[Directions]
Take the entries below and reproduce them word for word.

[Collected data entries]
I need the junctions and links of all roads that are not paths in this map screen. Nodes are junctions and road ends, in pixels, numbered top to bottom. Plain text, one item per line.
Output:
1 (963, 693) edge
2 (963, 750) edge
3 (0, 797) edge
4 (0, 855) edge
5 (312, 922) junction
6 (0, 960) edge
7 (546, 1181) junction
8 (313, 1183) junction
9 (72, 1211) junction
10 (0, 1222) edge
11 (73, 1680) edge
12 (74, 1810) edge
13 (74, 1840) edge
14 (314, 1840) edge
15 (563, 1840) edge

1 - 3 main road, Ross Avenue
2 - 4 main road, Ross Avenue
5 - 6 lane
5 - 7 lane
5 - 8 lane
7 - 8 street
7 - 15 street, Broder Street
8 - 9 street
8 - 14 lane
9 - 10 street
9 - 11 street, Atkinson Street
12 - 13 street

[Written response]
I need the junctions and links of all roads that are not paths in this map screen. Nodes are junctions and road ends, in pixels, numbered top to bottom. Plain text, one item per line.
Output:
1 (963, 693) edge
2 (963, 750) edge
3 (0, 797) edge
4 (0, 855) edge
5 (312, 922) junction
6 (0, 960) edge
7 (546, 1181) junction
8 (313, 1183) junction
9 (72, 1211) junction
10 (0, 1222) edge
11 (73, 1680) edge
12 (74, 1810) edge
13 (74, 1840) edge
14 (314, 1840) edge
15 (563, 1840) edge

1 - 3 main road, Ross Avenue
2 - 4 main road, Ross Avenue
5 - 6 lane
5 - 7 lane
5 - 8 lane
7 - 8 street
7 - 15 street, Broder Street
8 - 9 street
8 - 14 lane
9 - 10 street
9 - 11 street, Atkinson Street
12 - 13 street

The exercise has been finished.